§ **Task directions**
Please retype every record below exactly, leaving the pictures out.

== Recorded information

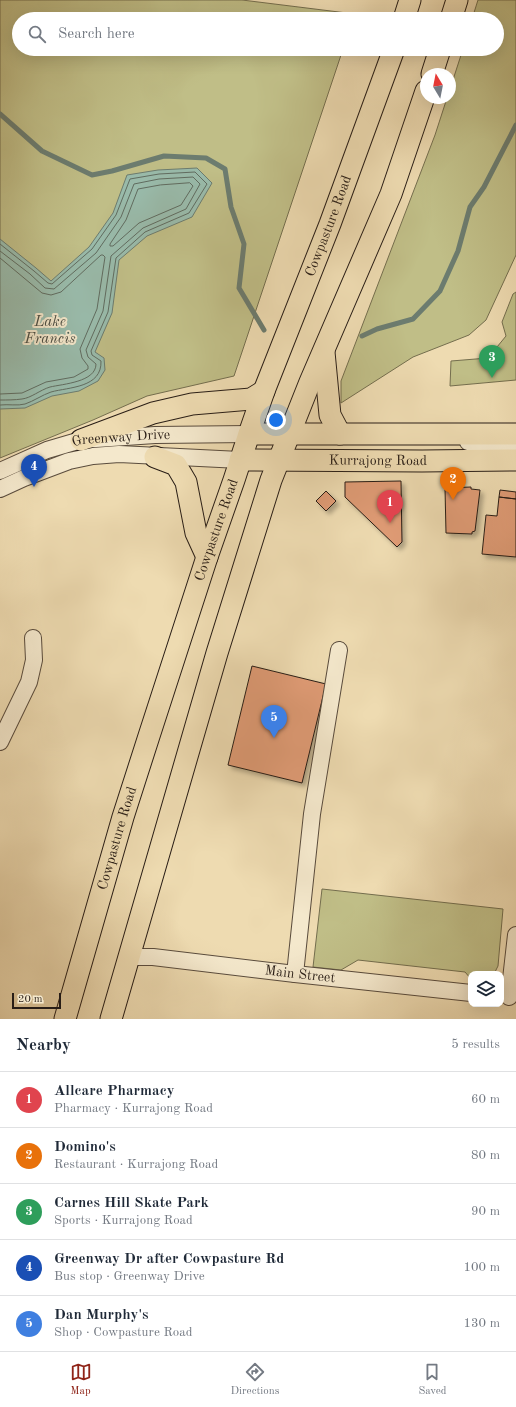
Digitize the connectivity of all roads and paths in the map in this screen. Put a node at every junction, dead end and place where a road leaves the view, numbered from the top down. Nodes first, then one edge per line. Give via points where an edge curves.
1 (410, 0) edge
2 (457, 0) edge
3 (406, 12) edge
4 (453, 12) edge
5 (391, 56) edge
6 (438, 56) edge
7 (434, 68) edge
8 (422, 104) edge
9 (324, 349) junction
10 (264, 391) junction
11 (516, 429) edge
12 (249, 434) junction
13 (288, 434) junction
14 (340, 434) junction
15 (408, 434) junction
16 (482, 434) junction
17 (516, 434) edge
18 (81, 440) junction
19 (516, 446) edge
20 (156, 457) junction
21 (240, 460) junction
22 (278, 460) junction
23 (516, 460) edge
24 (0, 471) edge
25 (0, 489) edge
26 (207, 557) junction
27 (33, 638) dead end
28 (339, 650) dead end
29 (0, 742) edge
30 (516, 935) edge
31 (129, 957) junction
32 (295, 974) junction
33 (468, 993) edge
34 (509, 997) edge
35 (65, 1019) edge
36 (111, 1019) edge

1 - 3 main road
2 - 4 main road
5 - 10 main road, Cowpasture Road via 330,224
6 - 7 main road
8 - 9 main road via 391,194
9 - 13 main road
9 - 14 main road via 330,415
10 - 12 main road, Cowpasture Road
10 - 18 main road via 251,399 192,404 154,413
11 - 16 street
12 - 13 main road, Kurrajong Road
12 - 18 street, Greenway Drive via 155,435
12 - 21 main road, Cowpasture Road
13 - 14 main road, Kurrajong Road
13 - 22 main road
14 - 15 main road, Kurrajong Road
15 - 16 main road, Kurrajong Road
15 - 19 street
16 - 17 main road, Kurrajong Road
18 - 24 street, Greenway Drive via 47,450
20 - 21 street, Greenway Drive
20 - 25 street, Greenway Drive via 119,454 69,461
20 - 26 main road via 176,465 186,482 196,533
21 - 22 main road, Kurrajong Road
21 - 26 main road, Cowpasture Road
22 - 23 main road, Kurrajong Road
22 - 31 main road via 216,653
26 - 35 main road, Cowpasture Road via 123,817
27 - 29 street via 34,660 29,682
28 - 32 street via 327,768 312,814
30 - 34 street
31 - 32 street, Main Street via 153,957
31 - 36 main road
32 - 33 street, Main Street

====

§ **Expected answer**
Digitize the connectivity of all roads and paths in the map in this screen. Put a node at every junction, dead end and place where a road leaves the view, numbered from the top down. Nodes first, then one edge per line. Give via points where an edge curves.
1 (410, 0) edge
2 (457, 0) edge
3 (406, 12) edge
4 (453, 12) edge
5 (391, 56) edge
6 (438, 56) edge
7 (434, 68) edge
8 (422, 104) edge
9 (324, 349) junction
10 (264, 391) junction
11 (516, 429) edge
12 (249, 434) junction
13 (288, 434) junction
14 (340, 434) junction
15 (408, 434) junction
16 (482, 434) junction
17 (516, 434) edge
18 (81, 440) junction
19 (516, 446) edge
20 (156, 457) junction
21 (240, 460) junction
22 (278, 460) junction
23 (516, 460) edge
24 (0, 471) edge
25 (0, 489) edge
26 (207, 557) junction
27 (33, 638) dead end
28 (339, 650) dead end
29 (0, 742) edge
30 (516, 935) edge
31 (129, 957) junction
32 (295, 974) junction
33 (468, 993) edge
34 (509, 997) edge
35 (65, 1019) edge
36 (111, 1019) edge

1 - 3 main road
2 - 4 main road
5 - 10 main road, Cowpasture Road via 330,224
6 - 7 main road
8 - 9 main road via 391,194
9 - 13 main road
9 - 14 main road via 330,415
10 - 12 main road, Cowpasture Road
10 - 18 main road via 251,399 192,404 154,413
11 - 16 street
12 - 13 main road, Kurrajong Road
12 - 18 street, Greenway Drive via 155,435
12 - 21 main road, Cowpasture Road
13 - 14 main road, Kurrajong Road
13 - 22 main road
14 - 15 main road, Kurrajong Road
15 - 16 main road, Kurrajong Road
15 - 19 street
16 - 17 main road, Kurrajong Road
18 - 24 street, Greenway Drive via 47,450
20 - 21 street, Greenway Drive
20 - 25 street, Greenway Drive via 119,454 69,461
20 - 26 main road via 176,465 186,482 196,533
21 - 22 main road, Kurrajong Road
21 - 26 main road, Cowpasture Road
22 - 23 main road, Kurrajong Road
22 - 31 main road via 216,653
26 - 35 main road, Cowpasture Road via 123,817
27 - 29 street via 34,660 29,682
28 - 32 street via 327,768 312,814
30 - 34 street
31 - 32 street, Main Street via 153,957
31 - 36 main road
32 - 33 street, Main Street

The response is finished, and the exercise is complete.